Having considered such provisions as the requirement that Tedcastles permit the Minister and his agents to enter on the aviation facility and examine the state of repair, Mr Justice Murphy went on to say that it seemed that the terms of the agreement which were decisive in the question of enjoyment and occupation were few but critical. Clause 2 provided that "(Tedcastles) shall order fuels from the Carrier (Aeroflot) as required by the Minister and shall take same into delivery on behalf of the Minister." Clause 3 specified the means of such delivery from, the jetty through a fixed pipeline to the storage tanks at the facility and therefrom into aircraft service through the installation. Clause 6 required Tedcastles to carry out certain sampling and to maintain the quality of the fuel in storage and clause 7 provided that Tedcastles provide fuel servicing to Aeroflot and users to the reasonable satisfaction of the Minister.

Mr Justice Murphy said that these terms made it clear that the essential duty of Tedcastles under the 1983 deed was to accept fuel from a supplier nominated by the Minister through equipment designated by him and to store the same in tanks built and owned by him, and, as and when required, to deliver the fuel to a customer designated by the Minister. This arrangement did not require the exercise of any business initiative by Tedcastles as their duties were fully prescribed by the document under which they were appointed and their remuneration was stipulated in clause 8.

Mr Justice Murphy said that, undoubtedly, Tedcastles were permitted to go on, to enter into and make use of the facility to perform those functions, but whatever term was used, it was clear that they were performing a task on behalf of the Minister. Their use of the equipment and plant in achieving that purpose did not confer on them any benefit from the equipment or plant but entitled them to the agreed remuneration for the services which they rendered. Mr Justice Murphy said that, notwithstanding any indications to the contrary in the peripheral clauses of the deed, the right of Tedcastles to go on and use the facility was no more than that of an employee or independent contractor. The Minister never withdrew from possession of the aviation facility and continued to occupy it by using it for his purpose and in the manner in which he determined those purposes would best be achieved.

It was argued on behalf of Clare County Council that Tedcastles were not under the control of the Minister as to how they performed their functions, and while this submission might have been correct in so far as it related to the immediate supervision of the daily tasks performed, Mr Justice Murphy said that what was clear was that the control and use of the aviation facility was prescribed and dictated by the Minister as a fundamental term of the 1983 deed and the facility was a crucial part of the business of the Minister in attracting and retaining customers at Shannon.

Mr Justice Murphy said that one could readily envisage a situation in which an airport authority would directly or indirectly carry on a business ancillary to its core activities and the question might well arise as to whether it was doing so by itself or whether it had made the premises available to a third party for that purpose. Mr Justice Murphy said that, clearly, one would be more reluctant to infer that an airport authority had "hived off" an intrinsic part of its core business and in the present case there was little to suggest that that was intended or occurred.

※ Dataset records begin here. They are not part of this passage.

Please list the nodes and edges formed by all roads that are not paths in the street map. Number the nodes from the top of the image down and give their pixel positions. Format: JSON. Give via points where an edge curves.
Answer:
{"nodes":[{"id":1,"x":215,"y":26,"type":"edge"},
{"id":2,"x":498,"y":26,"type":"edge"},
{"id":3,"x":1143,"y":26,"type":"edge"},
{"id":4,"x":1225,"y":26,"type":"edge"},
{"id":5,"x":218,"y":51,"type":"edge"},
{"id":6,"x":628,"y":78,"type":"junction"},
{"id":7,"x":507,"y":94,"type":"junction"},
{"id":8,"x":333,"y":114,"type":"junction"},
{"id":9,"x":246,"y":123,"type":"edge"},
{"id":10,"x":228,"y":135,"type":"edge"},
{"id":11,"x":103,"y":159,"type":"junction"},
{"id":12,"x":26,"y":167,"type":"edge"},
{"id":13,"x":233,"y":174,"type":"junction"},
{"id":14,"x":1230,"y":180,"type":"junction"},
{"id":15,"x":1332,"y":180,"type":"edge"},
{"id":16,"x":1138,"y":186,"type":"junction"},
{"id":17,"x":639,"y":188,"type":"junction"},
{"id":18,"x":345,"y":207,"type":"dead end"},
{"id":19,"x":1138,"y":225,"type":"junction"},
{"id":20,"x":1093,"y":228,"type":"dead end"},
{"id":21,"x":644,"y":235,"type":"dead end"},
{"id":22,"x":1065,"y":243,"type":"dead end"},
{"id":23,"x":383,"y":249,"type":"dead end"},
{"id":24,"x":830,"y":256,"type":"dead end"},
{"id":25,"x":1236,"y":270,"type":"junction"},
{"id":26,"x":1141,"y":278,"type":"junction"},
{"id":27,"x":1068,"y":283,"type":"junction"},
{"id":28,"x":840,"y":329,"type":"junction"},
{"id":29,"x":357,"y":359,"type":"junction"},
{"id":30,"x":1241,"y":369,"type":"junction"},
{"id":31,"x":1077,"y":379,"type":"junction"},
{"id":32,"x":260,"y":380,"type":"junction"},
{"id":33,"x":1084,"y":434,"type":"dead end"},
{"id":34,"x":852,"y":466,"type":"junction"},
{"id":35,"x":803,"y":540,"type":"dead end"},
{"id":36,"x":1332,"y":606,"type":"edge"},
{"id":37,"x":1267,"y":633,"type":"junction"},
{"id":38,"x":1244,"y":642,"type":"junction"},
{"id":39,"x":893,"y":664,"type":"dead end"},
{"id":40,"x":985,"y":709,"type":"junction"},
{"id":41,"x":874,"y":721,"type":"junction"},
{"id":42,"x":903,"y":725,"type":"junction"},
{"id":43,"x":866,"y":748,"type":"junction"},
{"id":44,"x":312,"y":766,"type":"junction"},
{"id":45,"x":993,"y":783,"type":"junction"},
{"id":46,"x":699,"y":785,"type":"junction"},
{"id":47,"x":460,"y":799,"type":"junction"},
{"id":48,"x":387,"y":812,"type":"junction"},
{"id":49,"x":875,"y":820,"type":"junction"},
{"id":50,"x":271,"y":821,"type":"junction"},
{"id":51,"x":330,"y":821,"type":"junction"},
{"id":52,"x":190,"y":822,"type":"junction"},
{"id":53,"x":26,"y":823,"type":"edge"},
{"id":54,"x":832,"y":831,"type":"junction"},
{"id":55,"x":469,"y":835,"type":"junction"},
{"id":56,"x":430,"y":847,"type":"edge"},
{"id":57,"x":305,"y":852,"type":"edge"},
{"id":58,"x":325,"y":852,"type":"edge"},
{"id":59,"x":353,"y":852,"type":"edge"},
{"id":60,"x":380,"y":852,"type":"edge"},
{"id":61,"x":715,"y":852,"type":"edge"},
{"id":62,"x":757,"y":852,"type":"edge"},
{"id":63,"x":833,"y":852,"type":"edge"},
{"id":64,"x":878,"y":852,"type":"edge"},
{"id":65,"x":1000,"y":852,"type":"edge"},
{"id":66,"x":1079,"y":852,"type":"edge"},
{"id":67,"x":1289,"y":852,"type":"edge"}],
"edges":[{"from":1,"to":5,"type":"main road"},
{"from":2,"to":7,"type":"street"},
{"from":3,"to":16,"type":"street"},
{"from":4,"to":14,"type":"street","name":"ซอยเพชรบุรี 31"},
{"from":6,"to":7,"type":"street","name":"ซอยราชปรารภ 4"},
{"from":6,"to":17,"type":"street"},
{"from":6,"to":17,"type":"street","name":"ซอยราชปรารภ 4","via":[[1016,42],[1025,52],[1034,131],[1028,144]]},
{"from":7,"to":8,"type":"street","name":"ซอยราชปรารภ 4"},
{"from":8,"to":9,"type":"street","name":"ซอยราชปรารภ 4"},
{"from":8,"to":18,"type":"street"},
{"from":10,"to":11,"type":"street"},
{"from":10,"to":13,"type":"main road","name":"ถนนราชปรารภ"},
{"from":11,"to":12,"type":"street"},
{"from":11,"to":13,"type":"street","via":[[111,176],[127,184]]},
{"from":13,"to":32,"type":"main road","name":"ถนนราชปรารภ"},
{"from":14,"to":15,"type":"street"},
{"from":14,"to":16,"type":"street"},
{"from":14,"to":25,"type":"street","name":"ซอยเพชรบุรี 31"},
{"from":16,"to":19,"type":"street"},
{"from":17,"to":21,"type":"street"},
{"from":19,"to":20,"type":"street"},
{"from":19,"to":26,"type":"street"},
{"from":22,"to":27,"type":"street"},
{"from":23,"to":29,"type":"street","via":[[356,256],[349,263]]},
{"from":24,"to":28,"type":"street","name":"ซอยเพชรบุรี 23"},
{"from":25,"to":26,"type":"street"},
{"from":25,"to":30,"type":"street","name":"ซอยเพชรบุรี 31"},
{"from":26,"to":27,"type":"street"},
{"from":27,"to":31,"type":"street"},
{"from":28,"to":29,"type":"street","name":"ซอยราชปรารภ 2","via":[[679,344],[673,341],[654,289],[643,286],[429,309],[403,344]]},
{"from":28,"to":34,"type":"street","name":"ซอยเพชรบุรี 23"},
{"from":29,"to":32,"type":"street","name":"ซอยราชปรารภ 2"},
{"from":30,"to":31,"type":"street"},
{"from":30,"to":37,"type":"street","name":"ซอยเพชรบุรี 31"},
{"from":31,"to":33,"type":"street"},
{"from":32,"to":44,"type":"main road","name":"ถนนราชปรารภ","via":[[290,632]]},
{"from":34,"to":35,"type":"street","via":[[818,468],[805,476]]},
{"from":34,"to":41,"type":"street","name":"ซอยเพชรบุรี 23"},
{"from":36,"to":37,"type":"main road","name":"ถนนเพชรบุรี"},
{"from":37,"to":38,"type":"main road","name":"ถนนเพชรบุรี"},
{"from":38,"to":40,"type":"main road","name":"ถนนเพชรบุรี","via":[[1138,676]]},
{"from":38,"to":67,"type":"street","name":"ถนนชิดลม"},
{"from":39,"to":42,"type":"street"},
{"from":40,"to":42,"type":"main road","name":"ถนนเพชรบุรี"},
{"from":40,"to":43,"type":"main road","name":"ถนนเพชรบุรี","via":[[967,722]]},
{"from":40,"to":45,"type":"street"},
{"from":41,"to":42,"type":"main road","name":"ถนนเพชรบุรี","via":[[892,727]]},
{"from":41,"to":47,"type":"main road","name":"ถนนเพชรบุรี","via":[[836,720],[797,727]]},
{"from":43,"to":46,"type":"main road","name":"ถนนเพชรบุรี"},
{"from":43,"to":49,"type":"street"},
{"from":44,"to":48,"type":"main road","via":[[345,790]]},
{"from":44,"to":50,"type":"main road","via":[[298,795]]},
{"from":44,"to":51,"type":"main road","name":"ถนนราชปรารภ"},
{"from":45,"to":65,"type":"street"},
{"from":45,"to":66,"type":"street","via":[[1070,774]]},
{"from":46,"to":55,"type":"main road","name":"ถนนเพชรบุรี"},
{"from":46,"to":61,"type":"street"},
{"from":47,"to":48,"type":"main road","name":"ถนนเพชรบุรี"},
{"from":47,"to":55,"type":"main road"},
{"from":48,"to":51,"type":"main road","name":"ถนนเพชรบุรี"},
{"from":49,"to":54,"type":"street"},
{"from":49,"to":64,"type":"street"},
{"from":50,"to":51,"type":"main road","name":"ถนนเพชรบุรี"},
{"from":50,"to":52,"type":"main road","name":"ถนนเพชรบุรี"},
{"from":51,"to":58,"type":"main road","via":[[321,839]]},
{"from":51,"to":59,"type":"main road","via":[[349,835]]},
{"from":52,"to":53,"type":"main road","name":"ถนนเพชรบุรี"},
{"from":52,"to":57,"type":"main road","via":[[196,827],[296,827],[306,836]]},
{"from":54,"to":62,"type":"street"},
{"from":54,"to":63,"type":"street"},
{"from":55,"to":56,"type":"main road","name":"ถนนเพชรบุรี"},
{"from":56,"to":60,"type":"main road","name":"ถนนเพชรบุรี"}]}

The undisputed facts of the present case did not, in the final analysis, permit of the inference that Tedcastles were in rateable occupation of the hereditament and, in the circumstances, Mr Justice Murphy said that the appeal was allowed and the judgment and order of the High Court, in so far as it decided otherwise, was set aside.

THE CHIEF JUSTICE and MR JUSTICE BARRINGTON agreed with the judgment of Mr Justice Murphy.

Solicitors Byrne Collins

Moran (Dublin) for Aer Rianta Chief State Solicitor for the Commissioner of Valuation Kennedy McGonigle Ballagh (Dublin) for Tedcastles' Michael P Houlihan (Ennis) for Clare County Council.